Bounding box coordinate data
.....

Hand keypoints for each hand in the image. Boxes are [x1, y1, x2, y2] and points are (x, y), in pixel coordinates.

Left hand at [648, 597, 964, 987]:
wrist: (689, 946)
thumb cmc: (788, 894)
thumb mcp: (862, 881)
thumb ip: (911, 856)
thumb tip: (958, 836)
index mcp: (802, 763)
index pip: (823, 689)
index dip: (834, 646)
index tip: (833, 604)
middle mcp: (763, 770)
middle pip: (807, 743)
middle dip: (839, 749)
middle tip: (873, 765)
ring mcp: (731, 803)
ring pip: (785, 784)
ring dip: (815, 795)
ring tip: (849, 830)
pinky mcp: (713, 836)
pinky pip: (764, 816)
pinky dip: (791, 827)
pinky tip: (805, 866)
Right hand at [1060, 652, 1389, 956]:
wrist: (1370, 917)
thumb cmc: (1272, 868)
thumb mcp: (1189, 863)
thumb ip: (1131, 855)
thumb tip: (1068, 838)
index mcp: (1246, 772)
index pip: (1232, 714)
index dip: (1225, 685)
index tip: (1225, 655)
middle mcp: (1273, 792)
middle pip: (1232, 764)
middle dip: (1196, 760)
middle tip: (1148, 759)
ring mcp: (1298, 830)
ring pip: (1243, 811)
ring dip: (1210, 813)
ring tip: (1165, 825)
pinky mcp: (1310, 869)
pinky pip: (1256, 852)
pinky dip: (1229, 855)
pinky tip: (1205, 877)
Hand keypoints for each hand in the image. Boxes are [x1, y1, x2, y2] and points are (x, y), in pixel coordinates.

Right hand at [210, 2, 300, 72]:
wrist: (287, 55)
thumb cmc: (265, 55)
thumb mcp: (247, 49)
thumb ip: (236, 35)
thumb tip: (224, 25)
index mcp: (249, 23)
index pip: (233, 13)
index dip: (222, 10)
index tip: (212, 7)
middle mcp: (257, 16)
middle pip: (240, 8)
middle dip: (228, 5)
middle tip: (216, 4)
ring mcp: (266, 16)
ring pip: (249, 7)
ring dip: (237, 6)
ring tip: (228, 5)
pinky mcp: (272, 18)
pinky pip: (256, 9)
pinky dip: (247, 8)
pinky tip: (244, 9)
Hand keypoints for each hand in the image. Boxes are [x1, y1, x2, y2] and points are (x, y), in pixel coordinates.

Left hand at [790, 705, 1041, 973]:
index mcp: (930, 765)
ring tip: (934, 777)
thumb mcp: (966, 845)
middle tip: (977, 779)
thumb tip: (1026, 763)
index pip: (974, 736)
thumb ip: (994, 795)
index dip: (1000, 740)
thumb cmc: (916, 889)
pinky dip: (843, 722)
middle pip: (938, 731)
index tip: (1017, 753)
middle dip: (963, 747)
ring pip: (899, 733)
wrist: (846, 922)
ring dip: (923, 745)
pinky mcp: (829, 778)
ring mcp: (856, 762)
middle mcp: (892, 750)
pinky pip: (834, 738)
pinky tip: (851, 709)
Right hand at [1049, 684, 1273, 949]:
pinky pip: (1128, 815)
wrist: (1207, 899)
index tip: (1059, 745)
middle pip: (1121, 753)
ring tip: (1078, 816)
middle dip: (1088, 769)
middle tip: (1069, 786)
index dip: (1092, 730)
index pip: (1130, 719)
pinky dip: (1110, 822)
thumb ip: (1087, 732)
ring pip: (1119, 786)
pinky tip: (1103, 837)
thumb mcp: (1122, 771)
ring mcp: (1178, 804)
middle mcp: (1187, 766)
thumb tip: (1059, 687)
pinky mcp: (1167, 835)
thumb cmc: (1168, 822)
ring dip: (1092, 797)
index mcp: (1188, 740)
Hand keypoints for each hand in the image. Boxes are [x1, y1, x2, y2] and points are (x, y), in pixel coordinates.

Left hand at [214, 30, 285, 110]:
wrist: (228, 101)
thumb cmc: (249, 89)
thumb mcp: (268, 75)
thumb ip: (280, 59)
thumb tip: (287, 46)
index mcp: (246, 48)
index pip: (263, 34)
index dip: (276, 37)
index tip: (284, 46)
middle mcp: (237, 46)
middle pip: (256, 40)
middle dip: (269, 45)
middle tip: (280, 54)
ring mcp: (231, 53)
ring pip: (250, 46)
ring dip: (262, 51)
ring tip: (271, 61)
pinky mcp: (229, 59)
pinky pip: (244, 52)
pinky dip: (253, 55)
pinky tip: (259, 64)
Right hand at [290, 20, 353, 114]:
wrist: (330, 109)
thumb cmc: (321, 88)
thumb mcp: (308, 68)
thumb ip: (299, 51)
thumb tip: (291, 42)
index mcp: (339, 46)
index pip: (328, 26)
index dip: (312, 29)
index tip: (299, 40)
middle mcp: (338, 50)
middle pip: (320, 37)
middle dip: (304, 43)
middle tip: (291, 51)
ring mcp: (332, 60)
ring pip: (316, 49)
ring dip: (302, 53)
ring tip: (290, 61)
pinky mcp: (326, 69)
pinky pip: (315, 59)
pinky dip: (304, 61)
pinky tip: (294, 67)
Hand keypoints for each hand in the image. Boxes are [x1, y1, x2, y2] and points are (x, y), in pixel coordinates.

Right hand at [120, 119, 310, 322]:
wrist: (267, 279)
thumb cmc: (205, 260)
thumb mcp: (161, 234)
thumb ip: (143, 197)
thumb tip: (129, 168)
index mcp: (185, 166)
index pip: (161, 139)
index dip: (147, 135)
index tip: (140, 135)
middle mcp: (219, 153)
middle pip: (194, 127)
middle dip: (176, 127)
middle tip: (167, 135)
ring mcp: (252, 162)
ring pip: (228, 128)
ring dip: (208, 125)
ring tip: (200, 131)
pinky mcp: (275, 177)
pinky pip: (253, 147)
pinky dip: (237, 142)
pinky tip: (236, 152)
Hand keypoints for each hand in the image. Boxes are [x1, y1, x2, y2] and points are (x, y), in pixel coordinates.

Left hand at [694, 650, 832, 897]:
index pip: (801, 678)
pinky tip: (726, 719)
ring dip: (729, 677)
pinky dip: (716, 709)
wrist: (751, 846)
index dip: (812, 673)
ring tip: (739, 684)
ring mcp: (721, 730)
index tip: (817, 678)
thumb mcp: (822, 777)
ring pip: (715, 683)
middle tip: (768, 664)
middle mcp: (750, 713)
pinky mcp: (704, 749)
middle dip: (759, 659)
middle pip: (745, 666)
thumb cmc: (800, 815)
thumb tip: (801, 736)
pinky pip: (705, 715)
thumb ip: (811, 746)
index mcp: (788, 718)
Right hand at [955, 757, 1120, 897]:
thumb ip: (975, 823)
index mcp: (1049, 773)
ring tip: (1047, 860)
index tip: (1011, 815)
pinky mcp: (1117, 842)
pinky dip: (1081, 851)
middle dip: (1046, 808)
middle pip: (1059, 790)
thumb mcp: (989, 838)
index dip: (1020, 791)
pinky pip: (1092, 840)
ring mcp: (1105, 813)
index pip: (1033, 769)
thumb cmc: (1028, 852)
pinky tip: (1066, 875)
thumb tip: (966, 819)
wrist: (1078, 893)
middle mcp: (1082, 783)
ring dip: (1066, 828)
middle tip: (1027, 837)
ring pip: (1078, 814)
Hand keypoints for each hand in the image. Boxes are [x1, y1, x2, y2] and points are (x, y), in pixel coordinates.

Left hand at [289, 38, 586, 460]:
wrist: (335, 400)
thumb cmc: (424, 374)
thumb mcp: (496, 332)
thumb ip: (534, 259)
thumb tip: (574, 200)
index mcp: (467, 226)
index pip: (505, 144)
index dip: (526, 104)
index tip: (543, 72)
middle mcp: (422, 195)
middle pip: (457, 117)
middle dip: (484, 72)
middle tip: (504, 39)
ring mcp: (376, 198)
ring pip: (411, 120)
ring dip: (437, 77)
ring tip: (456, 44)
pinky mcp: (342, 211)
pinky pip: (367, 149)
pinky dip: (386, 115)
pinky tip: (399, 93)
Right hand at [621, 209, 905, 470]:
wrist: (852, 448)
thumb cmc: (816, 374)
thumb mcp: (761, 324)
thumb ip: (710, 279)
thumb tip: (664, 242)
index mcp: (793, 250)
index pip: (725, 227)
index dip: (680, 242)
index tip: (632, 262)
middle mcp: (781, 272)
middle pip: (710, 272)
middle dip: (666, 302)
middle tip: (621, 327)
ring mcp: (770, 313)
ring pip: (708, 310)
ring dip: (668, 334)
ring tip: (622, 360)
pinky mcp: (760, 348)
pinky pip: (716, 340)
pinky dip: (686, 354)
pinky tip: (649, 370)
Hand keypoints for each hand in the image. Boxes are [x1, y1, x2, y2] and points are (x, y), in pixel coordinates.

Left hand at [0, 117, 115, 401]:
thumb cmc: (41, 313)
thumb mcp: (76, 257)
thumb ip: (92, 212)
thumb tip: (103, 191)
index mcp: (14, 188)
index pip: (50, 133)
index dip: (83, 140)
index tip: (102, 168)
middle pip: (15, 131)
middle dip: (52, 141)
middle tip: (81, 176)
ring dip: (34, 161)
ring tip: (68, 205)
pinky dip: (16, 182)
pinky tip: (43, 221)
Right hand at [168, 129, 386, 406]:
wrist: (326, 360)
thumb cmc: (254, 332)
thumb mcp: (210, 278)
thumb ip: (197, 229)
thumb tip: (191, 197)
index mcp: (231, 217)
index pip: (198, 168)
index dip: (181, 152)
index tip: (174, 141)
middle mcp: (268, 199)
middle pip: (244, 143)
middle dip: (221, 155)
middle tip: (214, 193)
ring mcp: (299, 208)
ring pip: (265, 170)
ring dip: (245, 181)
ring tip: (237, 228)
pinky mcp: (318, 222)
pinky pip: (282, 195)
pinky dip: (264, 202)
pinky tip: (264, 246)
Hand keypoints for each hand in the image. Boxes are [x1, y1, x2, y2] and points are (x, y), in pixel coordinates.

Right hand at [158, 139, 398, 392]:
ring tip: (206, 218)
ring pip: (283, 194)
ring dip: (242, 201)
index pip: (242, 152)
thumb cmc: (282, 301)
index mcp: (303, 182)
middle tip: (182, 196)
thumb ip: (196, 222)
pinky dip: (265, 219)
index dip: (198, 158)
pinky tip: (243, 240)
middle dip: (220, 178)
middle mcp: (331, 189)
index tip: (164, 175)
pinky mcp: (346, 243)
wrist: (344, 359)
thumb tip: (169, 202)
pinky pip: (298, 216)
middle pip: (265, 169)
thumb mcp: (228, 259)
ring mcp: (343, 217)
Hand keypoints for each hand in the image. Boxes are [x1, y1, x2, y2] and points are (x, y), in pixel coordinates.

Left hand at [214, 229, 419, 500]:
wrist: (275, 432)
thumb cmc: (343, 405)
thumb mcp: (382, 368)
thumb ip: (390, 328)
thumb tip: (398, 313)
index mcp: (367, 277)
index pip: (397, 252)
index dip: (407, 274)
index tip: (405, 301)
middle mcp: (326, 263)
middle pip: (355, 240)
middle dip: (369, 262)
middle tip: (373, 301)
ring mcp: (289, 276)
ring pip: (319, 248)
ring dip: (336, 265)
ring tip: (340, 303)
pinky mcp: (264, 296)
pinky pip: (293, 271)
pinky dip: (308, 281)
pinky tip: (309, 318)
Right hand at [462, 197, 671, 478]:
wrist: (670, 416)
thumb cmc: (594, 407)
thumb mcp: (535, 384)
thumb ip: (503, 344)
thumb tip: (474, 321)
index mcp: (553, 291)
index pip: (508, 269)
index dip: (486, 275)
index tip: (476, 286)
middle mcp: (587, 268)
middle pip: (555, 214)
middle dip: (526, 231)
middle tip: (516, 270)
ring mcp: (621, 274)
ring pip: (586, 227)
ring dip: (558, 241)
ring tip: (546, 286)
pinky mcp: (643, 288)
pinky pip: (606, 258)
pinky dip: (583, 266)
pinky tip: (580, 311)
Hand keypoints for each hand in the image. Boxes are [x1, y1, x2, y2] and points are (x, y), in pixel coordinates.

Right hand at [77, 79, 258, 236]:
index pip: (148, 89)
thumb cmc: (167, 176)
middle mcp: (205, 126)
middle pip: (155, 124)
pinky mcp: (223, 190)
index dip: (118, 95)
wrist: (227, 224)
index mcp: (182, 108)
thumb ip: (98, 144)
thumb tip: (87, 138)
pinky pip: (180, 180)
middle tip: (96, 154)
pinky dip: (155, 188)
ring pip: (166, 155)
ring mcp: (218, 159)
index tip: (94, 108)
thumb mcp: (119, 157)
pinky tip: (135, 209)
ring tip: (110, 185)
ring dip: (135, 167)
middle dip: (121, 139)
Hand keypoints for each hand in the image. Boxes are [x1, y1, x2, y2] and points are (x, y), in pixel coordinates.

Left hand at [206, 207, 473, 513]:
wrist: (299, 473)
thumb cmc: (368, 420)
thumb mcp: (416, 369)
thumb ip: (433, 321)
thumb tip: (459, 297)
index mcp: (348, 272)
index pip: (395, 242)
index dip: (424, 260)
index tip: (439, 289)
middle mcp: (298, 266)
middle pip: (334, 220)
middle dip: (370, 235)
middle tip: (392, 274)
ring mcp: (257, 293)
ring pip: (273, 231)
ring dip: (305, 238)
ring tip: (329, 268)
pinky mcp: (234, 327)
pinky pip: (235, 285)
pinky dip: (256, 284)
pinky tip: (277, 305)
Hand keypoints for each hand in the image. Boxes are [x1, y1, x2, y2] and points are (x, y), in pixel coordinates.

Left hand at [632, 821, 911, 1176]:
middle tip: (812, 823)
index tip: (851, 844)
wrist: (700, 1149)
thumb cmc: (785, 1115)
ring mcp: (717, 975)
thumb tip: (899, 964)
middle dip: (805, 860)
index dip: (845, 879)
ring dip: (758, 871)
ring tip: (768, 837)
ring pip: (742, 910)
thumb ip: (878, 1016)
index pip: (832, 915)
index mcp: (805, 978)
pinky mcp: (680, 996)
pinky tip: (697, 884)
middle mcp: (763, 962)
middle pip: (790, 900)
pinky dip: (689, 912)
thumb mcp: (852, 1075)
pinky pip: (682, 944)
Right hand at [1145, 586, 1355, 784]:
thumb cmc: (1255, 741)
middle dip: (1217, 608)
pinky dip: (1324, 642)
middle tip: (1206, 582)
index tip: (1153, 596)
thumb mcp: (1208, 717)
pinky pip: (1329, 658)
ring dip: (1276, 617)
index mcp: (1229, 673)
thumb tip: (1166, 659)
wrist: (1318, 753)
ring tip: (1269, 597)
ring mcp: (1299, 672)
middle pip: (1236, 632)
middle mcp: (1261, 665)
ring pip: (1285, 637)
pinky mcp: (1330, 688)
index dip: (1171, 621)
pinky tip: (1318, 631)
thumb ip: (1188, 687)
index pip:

.....

--- Problem requirements ---
Could you restate word for word the lines above, from the one that contains "pinky dip: (1229, 855)" through the one that contains "middle tip: (977, 779)", and no others?

--- Written answer ---
pinky dip: (1229, 855)
pinky tip: (1205, 877)
Hand keypoints for each hand in the image. Boxes are [x1, y1, x2, y2] and points are (x, y), in pixel coordinates.

Right hand at [210, 2, 300, 72]:
wrist: (287, 55)
thumb cmc: (265, 55)
thumb mcp: (247, 49)
thumb ip: (236, 35)
thumb tip: (224, 25)
index mcp: (249, 23)
index pip: (233, 13)
index dip: (222, 10)
index tip: (212, 7)
middle mcp: (257, 16)
middle pip: (240, 8)
middle dip: (228, 5)
middle tip: (216, 4)
ring mcp: (266, 16)
ring pip: (249, 7)
ring dip: (237, 6)
ring tip: (228, 5)
pinky mcp: (272, 18)
pinky pip: (256, 9)
pinky dip: (247, 8)
pinky tip: (244, 9)
Hand keypoints for each hand in the image. Boxes are [x1, y1, x2, y2] and points are (x, y), in pixel coordinates.

Left hand at [790, 705, 1041, 973]:
index mcp: (930, 765)
ring tip: (934, 777)
thumb mcp: (966, 845)
middle tip: (977, 779)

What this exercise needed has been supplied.